WHAT TO PRODUCE: Find how many lines below hold "Dhansa", then state that number by itself.
*** THE INPUT ***
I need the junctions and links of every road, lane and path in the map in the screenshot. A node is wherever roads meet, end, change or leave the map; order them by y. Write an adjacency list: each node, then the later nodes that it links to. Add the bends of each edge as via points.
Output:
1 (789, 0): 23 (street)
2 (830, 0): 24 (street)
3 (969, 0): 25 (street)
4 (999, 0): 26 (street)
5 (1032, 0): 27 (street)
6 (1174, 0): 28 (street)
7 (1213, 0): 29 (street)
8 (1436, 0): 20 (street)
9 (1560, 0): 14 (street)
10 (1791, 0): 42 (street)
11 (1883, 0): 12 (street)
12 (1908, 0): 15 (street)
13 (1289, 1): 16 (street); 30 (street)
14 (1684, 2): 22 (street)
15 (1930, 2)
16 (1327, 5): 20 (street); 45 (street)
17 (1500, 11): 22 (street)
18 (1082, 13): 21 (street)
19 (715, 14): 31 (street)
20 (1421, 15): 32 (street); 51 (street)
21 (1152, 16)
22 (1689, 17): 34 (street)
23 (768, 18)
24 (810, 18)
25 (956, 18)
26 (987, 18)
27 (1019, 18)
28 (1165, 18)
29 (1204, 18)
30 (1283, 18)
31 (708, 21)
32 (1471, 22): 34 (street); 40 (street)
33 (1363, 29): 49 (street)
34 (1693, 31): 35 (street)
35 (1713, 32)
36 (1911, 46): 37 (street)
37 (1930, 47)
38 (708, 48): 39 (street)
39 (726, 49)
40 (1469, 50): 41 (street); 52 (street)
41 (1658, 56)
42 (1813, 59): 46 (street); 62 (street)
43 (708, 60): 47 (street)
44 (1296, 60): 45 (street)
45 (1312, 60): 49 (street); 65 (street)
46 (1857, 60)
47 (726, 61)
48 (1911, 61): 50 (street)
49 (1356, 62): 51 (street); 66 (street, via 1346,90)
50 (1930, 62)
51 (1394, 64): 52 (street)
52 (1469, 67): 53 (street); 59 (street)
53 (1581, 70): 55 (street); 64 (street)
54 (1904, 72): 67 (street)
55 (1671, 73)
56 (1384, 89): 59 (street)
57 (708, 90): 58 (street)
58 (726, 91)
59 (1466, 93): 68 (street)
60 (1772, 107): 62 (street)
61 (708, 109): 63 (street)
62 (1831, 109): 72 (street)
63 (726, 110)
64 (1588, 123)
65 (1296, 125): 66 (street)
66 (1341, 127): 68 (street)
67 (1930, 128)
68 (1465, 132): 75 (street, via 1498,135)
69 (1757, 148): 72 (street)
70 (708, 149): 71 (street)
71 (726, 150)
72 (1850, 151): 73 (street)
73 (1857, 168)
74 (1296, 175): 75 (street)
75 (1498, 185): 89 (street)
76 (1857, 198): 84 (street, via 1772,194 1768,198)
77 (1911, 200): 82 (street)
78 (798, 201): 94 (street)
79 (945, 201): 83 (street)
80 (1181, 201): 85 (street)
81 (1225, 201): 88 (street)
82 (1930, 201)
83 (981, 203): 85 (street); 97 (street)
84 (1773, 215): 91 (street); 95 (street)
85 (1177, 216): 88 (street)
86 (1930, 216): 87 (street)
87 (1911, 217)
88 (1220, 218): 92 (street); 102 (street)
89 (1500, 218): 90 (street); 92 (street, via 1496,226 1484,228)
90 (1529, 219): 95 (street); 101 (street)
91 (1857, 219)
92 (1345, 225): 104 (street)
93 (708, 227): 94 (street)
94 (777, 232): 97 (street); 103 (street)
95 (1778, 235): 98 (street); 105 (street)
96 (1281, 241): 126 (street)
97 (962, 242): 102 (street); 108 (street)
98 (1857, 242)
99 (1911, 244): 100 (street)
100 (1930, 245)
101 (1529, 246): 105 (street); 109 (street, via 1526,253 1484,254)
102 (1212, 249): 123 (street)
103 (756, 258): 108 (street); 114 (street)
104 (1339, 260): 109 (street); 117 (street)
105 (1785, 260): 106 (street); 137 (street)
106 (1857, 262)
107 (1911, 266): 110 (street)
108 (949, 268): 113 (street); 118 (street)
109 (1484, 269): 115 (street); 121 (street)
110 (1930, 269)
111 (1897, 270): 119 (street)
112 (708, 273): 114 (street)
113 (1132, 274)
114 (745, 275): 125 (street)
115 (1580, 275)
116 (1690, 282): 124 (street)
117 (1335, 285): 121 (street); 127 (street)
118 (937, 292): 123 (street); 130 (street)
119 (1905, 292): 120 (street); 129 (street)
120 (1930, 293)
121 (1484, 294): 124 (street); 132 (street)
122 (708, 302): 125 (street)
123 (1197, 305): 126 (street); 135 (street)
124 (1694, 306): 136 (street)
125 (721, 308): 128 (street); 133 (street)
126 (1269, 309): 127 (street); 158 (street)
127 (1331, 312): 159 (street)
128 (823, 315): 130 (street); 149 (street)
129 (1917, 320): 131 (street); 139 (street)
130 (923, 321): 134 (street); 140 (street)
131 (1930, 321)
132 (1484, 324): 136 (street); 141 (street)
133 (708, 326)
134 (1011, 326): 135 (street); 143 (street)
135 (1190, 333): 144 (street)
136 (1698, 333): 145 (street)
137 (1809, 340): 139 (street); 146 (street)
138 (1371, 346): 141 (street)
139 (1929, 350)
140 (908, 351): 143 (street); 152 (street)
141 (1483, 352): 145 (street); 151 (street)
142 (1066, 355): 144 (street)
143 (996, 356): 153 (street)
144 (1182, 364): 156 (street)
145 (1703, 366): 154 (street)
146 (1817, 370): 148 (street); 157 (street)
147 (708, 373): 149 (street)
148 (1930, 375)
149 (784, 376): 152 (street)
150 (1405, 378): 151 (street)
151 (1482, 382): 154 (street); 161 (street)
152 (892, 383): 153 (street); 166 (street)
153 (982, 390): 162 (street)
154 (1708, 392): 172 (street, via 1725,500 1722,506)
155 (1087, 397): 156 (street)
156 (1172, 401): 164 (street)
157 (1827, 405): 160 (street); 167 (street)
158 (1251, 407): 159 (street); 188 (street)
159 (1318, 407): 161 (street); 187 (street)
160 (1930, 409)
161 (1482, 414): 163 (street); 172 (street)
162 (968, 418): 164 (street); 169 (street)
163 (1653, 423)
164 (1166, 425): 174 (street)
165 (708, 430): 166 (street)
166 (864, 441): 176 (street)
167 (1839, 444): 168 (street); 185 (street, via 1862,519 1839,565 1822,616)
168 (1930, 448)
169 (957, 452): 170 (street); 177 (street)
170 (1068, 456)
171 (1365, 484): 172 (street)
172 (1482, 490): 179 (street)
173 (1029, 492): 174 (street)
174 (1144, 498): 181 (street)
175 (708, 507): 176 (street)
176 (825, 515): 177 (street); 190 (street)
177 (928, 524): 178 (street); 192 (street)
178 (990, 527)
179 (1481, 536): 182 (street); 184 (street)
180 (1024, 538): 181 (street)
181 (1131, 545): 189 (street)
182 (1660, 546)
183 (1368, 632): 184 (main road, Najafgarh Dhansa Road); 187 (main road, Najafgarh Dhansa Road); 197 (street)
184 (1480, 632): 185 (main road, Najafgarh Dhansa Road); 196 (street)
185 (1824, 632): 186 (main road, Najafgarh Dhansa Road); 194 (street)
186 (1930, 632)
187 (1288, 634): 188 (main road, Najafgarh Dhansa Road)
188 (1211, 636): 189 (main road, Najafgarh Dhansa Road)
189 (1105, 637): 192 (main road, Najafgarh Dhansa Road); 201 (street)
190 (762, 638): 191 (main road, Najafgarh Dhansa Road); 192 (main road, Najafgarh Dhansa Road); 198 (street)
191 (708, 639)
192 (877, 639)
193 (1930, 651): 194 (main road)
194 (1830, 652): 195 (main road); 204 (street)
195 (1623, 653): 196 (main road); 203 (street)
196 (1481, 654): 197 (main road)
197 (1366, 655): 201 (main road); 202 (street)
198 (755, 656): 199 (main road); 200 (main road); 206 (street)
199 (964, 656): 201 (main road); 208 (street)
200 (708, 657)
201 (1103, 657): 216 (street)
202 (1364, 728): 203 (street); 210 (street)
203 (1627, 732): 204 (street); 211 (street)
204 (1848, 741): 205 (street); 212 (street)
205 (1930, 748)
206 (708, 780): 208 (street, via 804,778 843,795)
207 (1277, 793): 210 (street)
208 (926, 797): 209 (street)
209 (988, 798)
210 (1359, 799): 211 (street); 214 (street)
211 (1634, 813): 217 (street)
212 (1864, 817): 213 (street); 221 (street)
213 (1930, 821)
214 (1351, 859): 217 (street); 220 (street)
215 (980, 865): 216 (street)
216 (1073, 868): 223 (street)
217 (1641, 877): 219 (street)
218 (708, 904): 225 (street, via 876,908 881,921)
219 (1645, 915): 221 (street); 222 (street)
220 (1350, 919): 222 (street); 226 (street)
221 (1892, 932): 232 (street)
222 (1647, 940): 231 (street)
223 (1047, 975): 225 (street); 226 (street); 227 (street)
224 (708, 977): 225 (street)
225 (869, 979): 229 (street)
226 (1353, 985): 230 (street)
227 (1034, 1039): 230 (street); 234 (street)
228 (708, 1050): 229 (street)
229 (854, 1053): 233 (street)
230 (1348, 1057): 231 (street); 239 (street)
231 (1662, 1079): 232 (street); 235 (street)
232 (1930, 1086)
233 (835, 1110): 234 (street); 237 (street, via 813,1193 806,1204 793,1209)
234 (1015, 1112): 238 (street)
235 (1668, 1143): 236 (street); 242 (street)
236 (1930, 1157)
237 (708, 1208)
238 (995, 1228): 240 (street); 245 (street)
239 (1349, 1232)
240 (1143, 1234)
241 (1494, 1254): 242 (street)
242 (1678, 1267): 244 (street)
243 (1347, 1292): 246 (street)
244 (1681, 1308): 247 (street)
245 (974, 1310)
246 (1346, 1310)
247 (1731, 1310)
*** End of THE INPUT ***
RESULT OF THIS EXERCISE: 7